━━━━━ DATA SUPPLIED ━━━━━

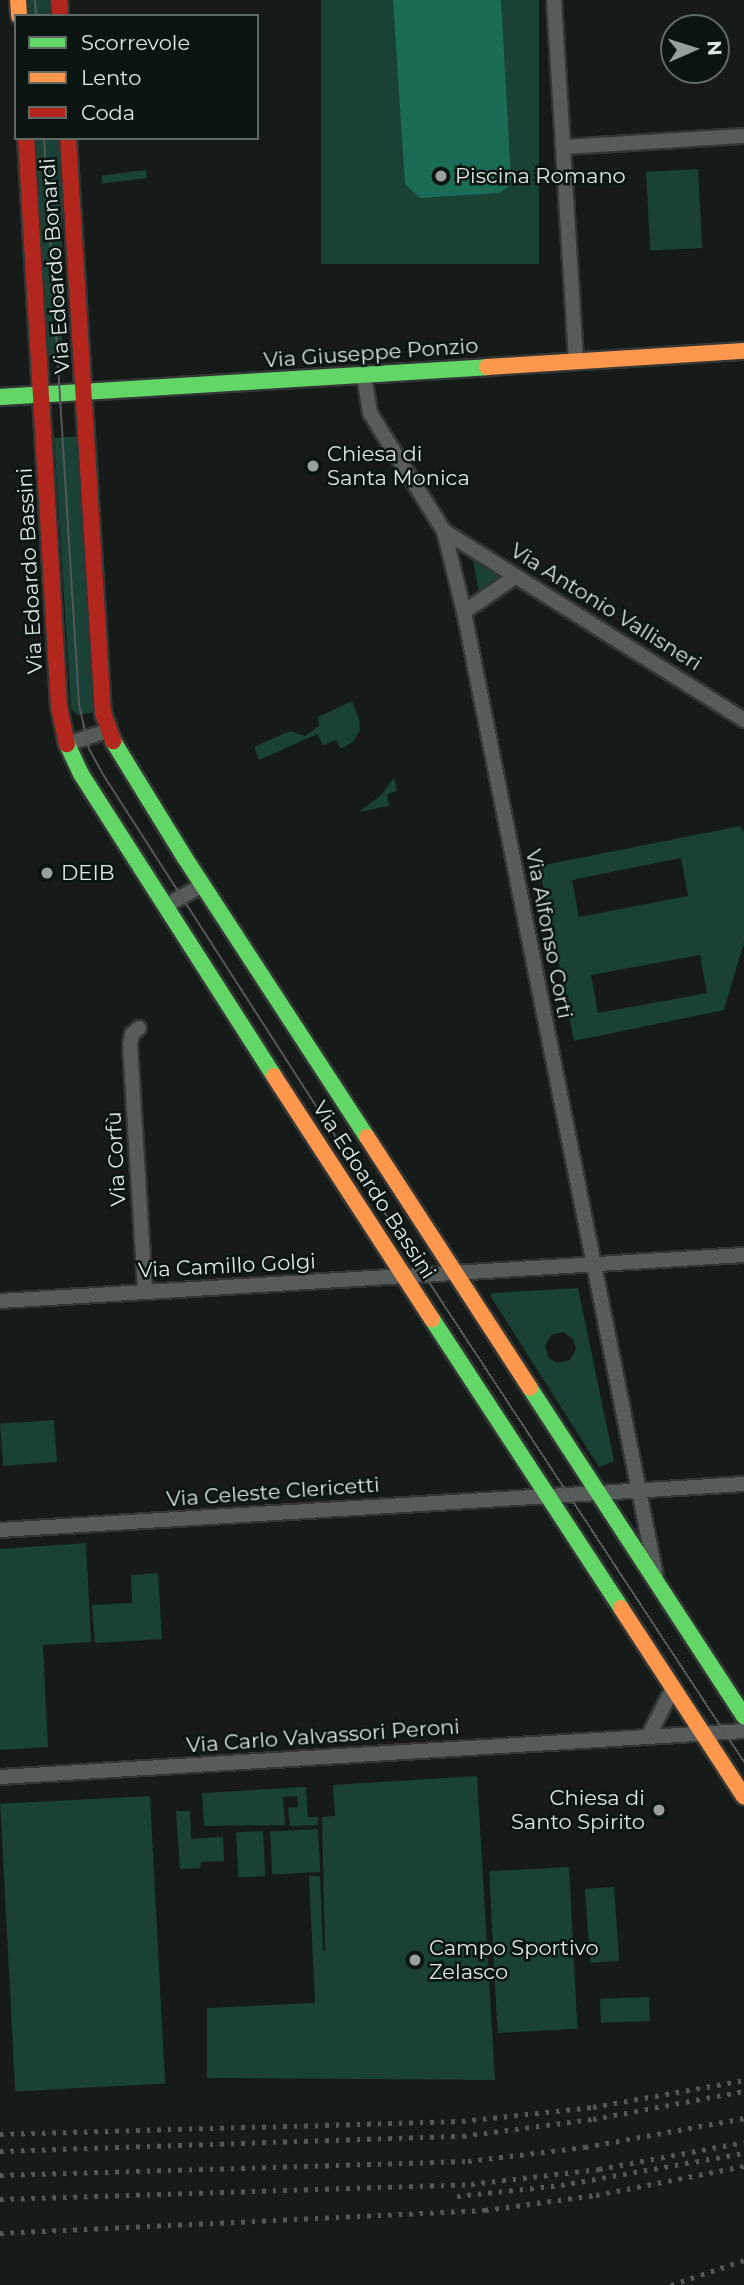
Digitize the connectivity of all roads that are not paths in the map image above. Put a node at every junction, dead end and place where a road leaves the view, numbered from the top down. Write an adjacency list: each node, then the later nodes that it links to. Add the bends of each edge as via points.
1 (554, 0): 5 (street)
2 (744, 136): 5 (street)
3 (26, 140): 10 (street, Via Edoardo Bonardi)
4 (68, 140): 9 (street, Via Edoardo Bonardi)
5 (564, 147): 7 (street)
6 (744, 351): 7 (street, Via Giuseppe Ponzio)
7 (576, 361): 8 (street, Via Giuseppe Ponzio)
8 (365, 374): 9 (street, Via Giuseppe Ponzio); 12 (street, Via Alfonso Corti, via 368,410)
9 (84, 391): 10 (street, Via Giuseppe Ponzio); 16 (street, Via Edoardo Bassini)
10 (41, 395): 11 (street, Via Giuseppe Ponzio); 17 (street, Via Edoardo Bassini, via 59,707)
11 (0, 397)
12 (444, 531): 13 (street, Via Antonio Vallisneri); 14 (street, Via Alfonso Corti)
13 (516, 576): 14 (street); 15 (street, Via Antonio Vallisneri)
14 (464, 612): 22 (street, Via Alfonso Corti)
15 (744, 720)
16 (107, 731): 17 (street); 18 (street, Via Edoardo Bassini)
17 (67, 744): 19 (street, Via Edoardo Bassini, via 81,774)
18 (204, 885): 19 (street); 23 (street, Via Edoardo Bassini)
19 (165, 906): 24 (street, Via Edoardo Bassini)
20 (139, 1028): 25 (street, Via Corfù, via 130,1045)
21 (744, 1255): 22 (street)
22 (594, 1264): 23 (street, Via Edoardo Bassini); 28 (street, Via Edoardo Bassini)
23 (456, 1273): 24 (street, Via Camillo Golgi); 29 (street, Via Edoardo Bassini)
24 (405, 1276): 25 (street, Via Camillo Golgi); 30 (street, Via Edoardo Bassini)
25 (145, 1292): 26 (street, Via Camillo Golgi)
26 (0, 1301)
27 (744, 1484): 28 (street)
28 (639, 1490): 29 (street); 32 (street, Via Edoardo Bassini)
29 (599, 1492): 30 (street); 32 (street, Via Edoardo Bassini)
30 (549, 1495): 31 (street, Via Celeste Clericetti); 33 (street, Via Edoardo Bassini)
31 (0, 1530)
32 (658, 1583): 34 (street, Via Edoardo Bassini)
33 (673, 1688): 36 (street, Via Edoardo Bassini); 37 (street)
34 (744, 1716)
35 (744, 1731): 36 (street, Via Carlo Valvassori Peroni)
36 (704, 1734): 37 (street, Via Carlo Valvassori Peroni); 39 (street, Via Edoardo Bassini)
37 (648, 1737): 38 (street, Via Carlo Valvassori Peroni)
38 (0, 1777)
39 (744, 1797)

━━━━━

TASK TO CARRY OUT
An answer consisting of the number alone is required: how many lines in the entries hold the string "Camillo"?

RESPONSE BOX
3